— Prompt —
Using the listing that follows, filter out every line lacking the string "Right" and return the rest.

— Records for this exercise —
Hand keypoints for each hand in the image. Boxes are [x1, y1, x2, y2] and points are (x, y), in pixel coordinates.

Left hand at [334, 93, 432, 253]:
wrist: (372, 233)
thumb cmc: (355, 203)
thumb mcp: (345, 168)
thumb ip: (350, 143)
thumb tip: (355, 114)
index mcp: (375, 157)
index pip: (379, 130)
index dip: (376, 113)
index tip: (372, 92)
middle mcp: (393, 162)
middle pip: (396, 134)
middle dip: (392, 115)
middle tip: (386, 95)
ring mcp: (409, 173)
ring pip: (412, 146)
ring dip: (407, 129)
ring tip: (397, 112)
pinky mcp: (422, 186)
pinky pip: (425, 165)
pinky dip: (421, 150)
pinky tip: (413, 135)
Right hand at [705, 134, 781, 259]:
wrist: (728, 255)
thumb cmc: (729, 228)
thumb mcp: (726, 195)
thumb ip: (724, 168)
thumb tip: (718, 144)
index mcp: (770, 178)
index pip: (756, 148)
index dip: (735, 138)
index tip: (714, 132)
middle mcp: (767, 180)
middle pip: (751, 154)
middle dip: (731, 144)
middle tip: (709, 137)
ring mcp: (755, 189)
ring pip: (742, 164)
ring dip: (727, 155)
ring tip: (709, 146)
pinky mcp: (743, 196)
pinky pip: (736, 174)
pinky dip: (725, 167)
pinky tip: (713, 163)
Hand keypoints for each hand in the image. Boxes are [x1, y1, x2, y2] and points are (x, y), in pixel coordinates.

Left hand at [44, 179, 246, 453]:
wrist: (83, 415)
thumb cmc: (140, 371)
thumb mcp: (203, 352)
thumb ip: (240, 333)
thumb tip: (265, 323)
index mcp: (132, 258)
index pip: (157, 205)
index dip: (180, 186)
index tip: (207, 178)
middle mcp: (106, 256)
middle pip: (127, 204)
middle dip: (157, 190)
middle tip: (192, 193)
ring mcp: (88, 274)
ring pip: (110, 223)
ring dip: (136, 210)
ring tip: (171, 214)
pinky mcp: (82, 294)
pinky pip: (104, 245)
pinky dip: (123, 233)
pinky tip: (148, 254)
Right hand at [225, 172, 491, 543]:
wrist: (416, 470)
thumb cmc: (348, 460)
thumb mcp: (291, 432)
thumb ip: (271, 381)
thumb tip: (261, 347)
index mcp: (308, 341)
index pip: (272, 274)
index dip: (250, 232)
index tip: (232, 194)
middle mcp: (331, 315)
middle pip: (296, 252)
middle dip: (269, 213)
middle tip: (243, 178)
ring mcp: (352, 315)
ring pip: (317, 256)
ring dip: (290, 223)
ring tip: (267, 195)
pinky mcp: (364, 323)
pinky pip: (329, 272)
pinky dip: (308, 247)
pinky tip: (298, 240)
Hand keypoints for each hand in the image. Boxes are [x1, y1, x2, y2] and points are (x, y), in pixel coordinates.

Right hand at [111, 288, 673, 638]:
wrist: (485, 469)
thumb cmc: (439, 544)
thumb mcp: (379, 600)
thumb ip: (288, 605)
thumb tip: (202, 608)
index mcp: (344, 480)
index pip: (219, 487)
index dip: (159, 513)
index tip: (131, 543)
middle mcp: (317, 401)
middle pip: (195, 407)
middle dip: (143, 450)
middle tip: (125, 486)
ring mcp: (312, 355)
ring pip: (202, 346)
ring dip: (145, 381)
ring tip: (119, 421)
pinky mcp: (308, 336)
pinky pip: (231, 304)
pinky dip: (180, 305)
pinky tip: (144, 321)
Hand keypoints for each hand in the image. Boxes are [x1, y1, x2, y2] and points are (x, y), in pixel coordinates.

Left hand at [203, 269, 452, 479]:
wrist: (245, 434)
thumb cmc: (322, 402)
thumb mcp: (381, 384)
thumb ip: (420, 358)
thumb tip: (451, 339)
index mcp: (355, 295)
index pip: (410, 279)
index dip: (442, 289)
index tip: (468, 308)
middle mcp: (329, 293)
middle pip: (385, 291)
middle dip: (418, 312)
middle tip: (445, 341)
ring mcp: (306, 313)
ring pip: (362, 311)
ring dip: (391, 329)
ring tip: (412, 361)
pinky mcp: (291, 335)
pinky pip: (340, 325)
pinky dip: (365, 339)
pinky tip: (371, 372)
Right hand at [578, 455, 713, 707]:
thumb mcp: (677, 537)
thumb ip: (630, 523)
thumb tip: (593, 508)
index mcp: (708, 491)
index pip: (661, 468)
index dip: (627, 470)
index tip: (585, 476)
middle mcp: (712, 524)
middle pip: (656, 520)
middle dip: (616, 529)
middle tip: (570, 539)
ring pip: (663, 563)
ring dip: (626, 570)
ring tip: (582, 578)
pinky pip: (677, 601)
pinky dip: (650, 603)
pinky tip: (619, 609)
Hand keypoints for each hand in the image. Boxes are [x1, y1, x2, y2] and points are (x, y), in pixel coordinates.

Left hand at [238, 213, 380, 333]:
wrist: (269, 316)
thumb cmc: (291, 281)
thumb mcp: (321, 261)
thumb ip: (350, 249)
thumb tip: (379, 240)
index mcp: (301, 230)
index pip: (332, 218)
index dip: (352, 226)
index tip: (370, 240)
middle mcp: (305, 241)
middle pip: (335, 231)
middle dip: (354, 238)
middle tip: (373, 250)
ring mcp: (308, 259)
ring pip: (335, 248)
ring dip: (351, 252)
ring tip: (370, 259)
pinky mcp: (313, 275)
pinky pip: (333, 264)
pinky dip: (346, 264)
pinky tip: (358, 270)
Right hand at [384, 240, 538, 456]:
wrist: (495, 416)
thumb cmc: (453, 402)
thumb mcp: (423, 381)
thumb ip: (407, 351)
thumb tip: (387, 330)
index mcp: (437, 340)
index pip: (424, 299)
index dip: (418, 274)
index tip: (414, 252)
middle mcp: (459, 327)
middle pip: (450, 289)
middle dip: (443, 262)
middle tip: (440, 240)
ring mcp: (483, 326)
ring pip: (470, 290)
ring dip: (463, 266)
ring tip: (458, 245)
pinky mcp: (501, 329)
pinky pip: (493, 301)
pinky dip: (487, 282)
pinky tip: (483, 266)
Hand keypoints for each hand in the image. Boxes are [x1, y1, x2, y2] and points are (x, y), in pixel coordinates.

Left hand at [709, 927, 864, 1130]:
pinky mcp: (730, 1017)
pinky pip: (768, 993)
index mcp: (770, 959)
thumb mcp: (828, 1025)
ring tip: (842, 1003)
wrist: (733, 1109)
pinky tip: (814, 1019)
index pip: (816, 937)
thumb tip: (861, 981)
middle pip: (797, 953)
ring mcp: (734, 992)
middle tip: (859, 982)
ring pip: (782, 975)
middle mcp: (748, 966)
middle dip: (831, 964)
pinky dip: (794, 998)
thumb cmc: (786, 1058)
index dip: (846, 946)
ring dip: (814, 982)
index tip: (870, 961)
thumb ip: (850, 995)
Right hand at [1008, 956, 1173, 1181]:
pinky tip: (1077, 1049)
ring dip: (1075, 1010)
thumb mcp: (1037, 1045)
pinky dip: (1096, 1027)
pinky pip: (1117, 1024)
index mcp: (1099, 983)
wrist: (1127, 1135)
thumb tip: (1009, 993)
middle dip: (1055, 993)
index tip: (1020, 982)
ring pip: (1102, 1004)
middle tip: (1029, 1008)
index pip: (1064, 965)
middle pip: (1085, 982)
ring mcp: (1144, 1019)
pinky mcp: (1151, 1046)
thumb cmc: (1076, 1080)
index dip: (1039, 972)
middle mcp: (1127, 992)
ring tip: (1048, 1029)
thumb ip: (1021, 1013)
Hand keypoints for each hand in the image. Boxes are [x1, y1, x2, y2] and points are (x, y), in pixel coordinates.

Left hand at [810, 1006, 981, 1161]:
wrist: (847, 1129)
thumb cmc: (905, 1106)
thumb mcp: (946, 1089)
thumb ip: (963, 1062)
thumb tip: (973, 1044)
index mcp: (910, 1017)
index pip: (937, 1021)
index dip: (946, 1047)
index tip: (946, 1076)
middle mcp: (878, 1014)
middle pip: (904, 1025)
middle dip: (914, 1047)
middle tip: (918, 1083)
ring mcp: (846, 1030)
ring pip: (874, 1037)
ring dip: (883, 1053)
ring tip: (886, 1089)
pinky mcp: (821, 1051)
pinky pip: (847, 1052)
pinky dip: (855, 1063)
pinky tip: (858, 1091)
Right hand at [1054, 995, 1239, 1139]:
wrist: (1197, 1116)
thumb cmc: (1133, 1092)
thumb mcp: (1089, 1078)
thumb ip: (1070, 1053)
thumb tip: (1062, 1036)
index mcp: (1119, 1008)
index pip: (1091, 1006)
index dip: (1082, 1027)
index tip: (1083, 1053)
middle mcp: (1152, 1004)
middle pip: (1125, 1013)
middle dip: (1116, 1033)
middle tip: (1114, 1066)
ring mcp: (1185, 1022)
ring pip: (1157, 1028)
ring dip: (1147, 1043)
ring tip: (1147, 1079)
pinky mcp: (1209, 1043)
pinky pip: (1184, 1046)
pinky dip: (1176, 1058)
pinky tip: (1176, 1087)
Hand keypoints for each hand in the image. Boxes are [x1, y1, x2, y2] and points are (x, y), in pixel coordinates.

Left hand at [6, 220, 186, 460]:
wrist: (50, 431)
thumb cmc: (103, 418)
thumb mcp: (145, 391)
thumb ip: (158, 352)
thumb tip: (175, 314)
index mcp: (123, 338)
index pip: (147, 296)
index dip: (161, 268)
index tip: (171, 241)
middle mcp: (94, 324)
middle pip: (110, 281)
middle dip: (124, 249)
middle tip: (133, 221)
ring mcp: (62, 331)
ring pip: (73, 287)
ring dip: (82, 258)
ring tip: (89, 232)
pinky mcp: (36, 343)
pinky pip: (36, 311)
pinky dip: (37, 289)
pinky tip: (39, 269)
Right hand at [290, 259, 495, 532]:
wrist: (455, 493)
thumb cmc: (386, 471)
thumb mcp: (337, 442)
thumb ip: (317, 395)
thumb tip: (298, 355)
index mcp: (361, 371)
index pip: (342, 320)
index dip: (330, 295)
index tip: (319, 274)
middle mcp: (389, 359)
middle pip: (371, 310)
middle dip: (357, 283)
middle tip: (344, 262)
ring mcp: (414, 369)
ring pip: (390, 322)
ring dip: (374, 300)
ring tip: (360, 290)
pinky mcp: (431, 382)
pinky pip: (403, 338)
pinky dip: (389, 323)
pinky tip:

— Answer box —
Right hand at [705, 134, 781, 259]:
Right hand at [225, 172, 491, 543]:
Right hand at [111, 288, 673, 638]:
Right hand at [578, 455, 713, 707]:
Right hand at [384, 240, 538, 456]:
Right hand at [1008, 956, 1173, 1181]:
Right hand at [1054, 995, 1239, 1139]:
Right hand at [290, 259, 495, 532]:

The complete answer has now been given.